_Problem statement:_
Would you please set down the entries below exactly as shown?

Records from a data collection
● ● ● ● ●

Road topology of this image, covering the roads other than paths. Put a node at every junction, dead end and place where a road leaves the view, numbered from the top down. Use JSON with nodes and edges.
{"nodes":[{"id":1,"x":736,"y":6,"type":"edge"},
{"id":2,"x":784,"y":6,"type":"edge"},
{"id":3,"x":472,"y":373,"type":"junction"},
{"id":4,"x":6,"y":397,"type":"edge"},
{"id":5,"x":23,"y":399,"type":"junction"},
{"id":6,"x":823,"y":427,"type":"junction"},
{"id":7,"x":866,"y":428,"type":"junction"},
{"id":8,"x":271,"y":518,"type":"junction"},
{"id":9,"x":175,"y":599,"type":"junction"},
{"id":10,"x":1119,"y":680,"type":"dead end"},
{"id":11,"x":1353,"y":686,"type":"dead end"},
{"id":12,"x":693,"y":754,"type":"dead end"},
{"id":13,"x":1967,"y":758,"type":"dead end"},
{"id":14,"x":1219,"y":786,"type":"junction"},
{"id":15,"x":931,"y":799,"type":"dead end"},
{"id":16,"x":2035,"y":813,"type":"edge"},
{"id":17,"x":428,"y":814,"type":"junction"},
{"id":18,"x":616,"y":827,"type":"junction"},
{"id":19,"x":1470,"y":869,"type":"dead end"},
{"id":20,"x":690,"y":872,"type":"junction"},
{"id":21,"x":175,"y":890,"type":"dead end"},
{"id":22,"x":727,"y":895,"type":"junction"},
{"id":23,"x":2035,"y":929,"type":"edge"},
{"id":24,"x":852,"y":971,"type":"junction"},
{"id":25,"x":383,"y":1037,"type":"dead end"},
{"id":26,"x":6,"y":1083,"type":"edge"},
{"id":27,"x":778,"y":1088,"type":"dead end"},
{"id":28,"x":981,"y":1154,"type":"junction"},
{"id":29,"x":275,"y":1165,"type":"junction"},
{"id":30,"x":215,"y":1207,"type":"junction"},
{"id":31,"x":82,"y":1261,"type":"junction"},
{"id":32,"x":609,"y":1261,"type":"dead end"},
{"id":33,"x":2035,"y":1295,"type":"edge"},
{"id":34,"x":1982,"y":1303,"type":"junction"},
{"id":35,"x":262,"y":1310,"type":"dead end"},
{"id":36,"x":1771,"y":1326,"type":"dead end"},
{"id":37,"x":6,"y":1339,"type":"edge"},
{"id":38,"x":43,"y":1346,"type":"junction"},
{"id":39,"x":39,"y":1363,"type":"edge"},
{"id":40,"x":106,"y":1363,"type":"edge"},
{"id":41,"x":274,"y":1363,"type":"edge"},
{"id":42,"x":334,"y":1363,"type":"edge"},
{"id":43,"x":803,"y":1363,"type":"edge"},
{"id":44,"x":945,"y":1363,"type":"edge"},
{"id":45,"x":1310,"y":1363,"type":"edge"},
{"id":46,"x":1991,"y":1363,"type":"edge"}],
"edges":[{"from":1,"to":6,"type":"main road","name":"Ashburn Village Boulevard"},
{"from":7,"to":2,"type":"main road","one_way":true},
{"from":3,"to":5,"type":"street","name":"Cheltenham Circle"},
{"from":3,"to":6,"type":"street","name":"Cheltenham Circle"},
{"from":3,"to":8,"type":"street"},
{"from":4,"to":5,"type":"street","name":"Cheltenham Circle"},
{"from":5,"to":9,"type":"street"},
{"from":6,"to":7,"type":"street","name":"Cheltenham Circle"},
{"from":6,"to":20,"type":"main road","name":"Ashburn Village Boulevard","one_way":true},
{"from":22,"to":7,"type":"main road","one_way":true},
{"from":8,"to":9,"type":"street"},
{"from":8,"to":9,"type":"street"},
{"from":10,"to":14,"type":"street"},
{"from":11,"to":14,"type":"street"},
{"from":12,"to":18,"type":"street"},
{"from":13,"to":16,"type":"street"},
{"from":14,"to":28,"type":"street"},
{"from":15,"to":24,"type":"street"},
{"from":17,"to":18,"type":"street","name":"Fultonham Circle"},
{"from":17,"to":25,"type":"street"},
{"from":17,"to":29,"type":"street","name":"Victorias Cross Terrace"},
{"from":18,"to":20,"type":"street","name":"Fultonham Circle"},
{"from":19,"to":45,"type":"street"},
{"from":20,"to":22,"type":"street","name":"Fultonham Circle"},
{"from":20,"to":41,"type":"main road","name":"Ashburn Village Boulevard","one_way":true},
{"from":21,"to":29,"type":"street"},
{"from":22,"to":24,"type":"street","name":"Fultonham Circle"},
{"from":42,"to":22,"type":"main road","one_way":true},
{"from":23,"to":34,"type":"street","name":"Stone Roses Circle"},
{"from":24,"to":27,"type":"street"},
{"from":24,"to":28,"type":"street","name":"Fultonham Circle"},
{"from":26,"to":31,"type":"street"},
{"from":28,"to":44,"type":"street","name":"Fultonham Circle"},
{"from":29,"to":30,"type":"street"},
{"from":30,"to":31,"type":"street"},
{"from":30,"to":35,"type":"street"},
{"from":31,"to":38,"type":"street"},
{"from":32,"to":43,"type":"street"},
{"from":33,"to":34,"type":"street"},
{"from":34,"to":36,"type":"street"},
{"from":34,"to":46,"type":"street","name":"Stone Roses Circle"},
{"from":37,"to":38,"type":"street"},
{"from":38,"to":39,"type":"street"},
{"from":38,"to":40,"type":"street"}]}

● ● ● ● ●

_Solution to the problem:_
Road topology of this image, covering the roads other than paths. Put a node at every junction, dead end and place where a road leaves the view, numbered from the top down. Use JSON with nodes and edges.
{"nodes":[{"id":1,"x":736,"y":6,"type":"edge"},
{"id":2,"x":784,"y":6,"type":"edge"},
{"id":3,"x":472,"y":373,"type":"junction"},
{"id":4,"x":6,"y":397,"type":"edge"},
{"id":5,"x":23,"y":399,"type":"junction"},
{"id":6,"x":823,"y":427,"type":"junction"},
{"id":7,"x":866,"y":428,"type":"junction"},
{"id":8,"x":271,"y":518,"type":"junction"},
{"id":9,"x":175,"y":599,"type":"junction"},
{"id":10,"x":1119,"y":680,"type":"dead end"},
{"id":11,"x":1353,"y":686,"type":"dead end"},
{"id":12,"x":693,"y":754,"type":"dead end"},
{"id":13,"x":1967,"y":758,"type":"dead end"},
{"id":14,"x":1219,"y":786,"type":"junction"},
{"id":15,"x":931,"y":799,"type":"dead end"},
{"id":16,"x":2035,"y":813,"type":"edge"},
{"id":17,"x":428,"y":814,"type":"junction"},
{"id":18,"x":616,"y":827,"type":"junction"},
{"id":19,"x":1470,"y":869,"type":"dead end"},
{"id":20,"x":690,"y":872,"type":"junction"},
{"id":21,"x":175,"y":890,"type":"dead end"},
{"id":22,"x":727,"y":895,"type":"junction"},
{"id":23,"x":2035,"y":929,"type":"edge"},
{"id":24,"x":852,"y":971,"type":"junction"},
{"id":25,"x":383,"y":1037,"type":"dead end"},
{"id":26,"x":6,"y":1083,"type":"edge"},
{"id":27,"x":778,"y":1088,"type":"dead end"},
{"id":28,"x":981,"y":1154,"type":"junction"},
{"id":29,"x":275,"y":1165,"type":"junction"},
{"id":30,"x":215,"y":1207,"type":"junction"},
{"id":31,"x":82,"y":1261,"type":"junction"},
{"id":32,"x":609,"y":1261,"type":"dead end"},
{"id":33,"x":2035,"y":1295,"type":"edge"},
{"id":34,"x":1982,"y":1303,"type":"junction"},
{"id":35,"x":262,"y":1310,"type":"dead end"},
{"id":36,"x":1771,"y":1326,"type":"dead end"},
{"id":37,"x":6,"y":1339,"type":"edge"},
{"id":38,"x":43,"y":1346,"type":"junction"},
{"id":39,"x":39,"y":1363,"type":"edge"},
{"id":40,"x":106,"y":1363,"type":"edge"},
{"id":41,"x":274,"y":1363,"type":"edge"},
{"id":42,"x":334,"y":1363,"type":"edge"},
{"id":43,"x":803,"y":1363,"type":"edge"},
{"id":44,"x":945,"y":1363,"type":"edge"},
{"id":45,"x":1310,"y":1363,"type":"edge"},
{"id":46,"x":1991,"y":1363,"type":"edge"}],
"edges":[{"from":1,"to":6,"type":"main road","name":"Ashburn Village Boulevard"},
{"from":7,"to":2,"type":"main road","one_way":true},
{"from":3,"to":5,"type":"street","name":"Cheltenham Circle"},
{"from":3,"to":6,"type":"street","name":"Cheltenham Circle"},
{"from":3,"to":8,"type":"street"},
{"from":4,"to":5,"type":"street","name":"Cheltenham Circle"},
{"from":5,"to":9,"type":"street"},
{"from":6,"to":7,"type":"street","name":"Cheltenham Circle"},
{"from":6,"to":20,"type":"main road","name":"Ashburn Village Boulevard","one_way":true},
{"from":22,"to":7,"type":"main road","one_way":true},
{"from":8,"to":9,"type":"street"},
{"from":8,"to":9,"type":"street"},
{"from":10,"to":14,"type":"street"},
{"from":11,"to":14,"type":"street"},
{"from":12,"to":18,"type":"street"},
{"from":13,"to":16,"type":"street"},
{"from":14,"to":28,"type":"street"},
{"from":15,"to":24,"type":"street"},
{"from":17,"to":18,"type":"street","name":"Fultonham Circle"},
{"from":17,"to":25,"type":"street"},
{"from":17,"to":29,"type":"street","name":"Victorias Cross Terrace"},
{"from":18,"to":20,"type":"street","name":"Fultonham Circle"},
{"from":19,"to":45,"type":"street"},
{"from":20,"to":22,"type":"street","name":"Fultonham Circle"},
{"from":20,"to":41,"type":"main road","name":"Ashburn Village Boulevard","one_way":true},
{"from":21,"to":29,"type":"street"},
{"from":22,"to":24,"type":"street","name":"Fultonham Circle"},
{"from":42,"to":22,"type":"main road","one_way":true},
{"from":23,"to":34,"type":"street","name":"Stone Roses Circle"},
{"from":24,"to":27,"type":"street"},
{"from":24,"to":28,"type":"street","name":"Fultonham Circle"},
{"from":26,"to":31,"type":"street"},
{"from":28,"to":44,"type":"street","name":"Fultonham Circle"},
{"from":29,"to":30,"type":"street"},
{"from":30,"to":31,"type":"street"},
{"from":30,"to":35,"type":"street"},
{"from":31,"to":38,"type":"street"},
{"from":32,"to":43,"type":"street"},
{"from":33,"to":34,"type":"street"},
{"from":34,"to":36,"type":"street"},
{"from":34,"to":46,"type":"street","name":"Stone Roses Circle"},
{"from":37,"to":38,"type":"street"},
{"from":38,"to":39,"type":"street"},
{"from":38,"to":40,"type":"street"}]}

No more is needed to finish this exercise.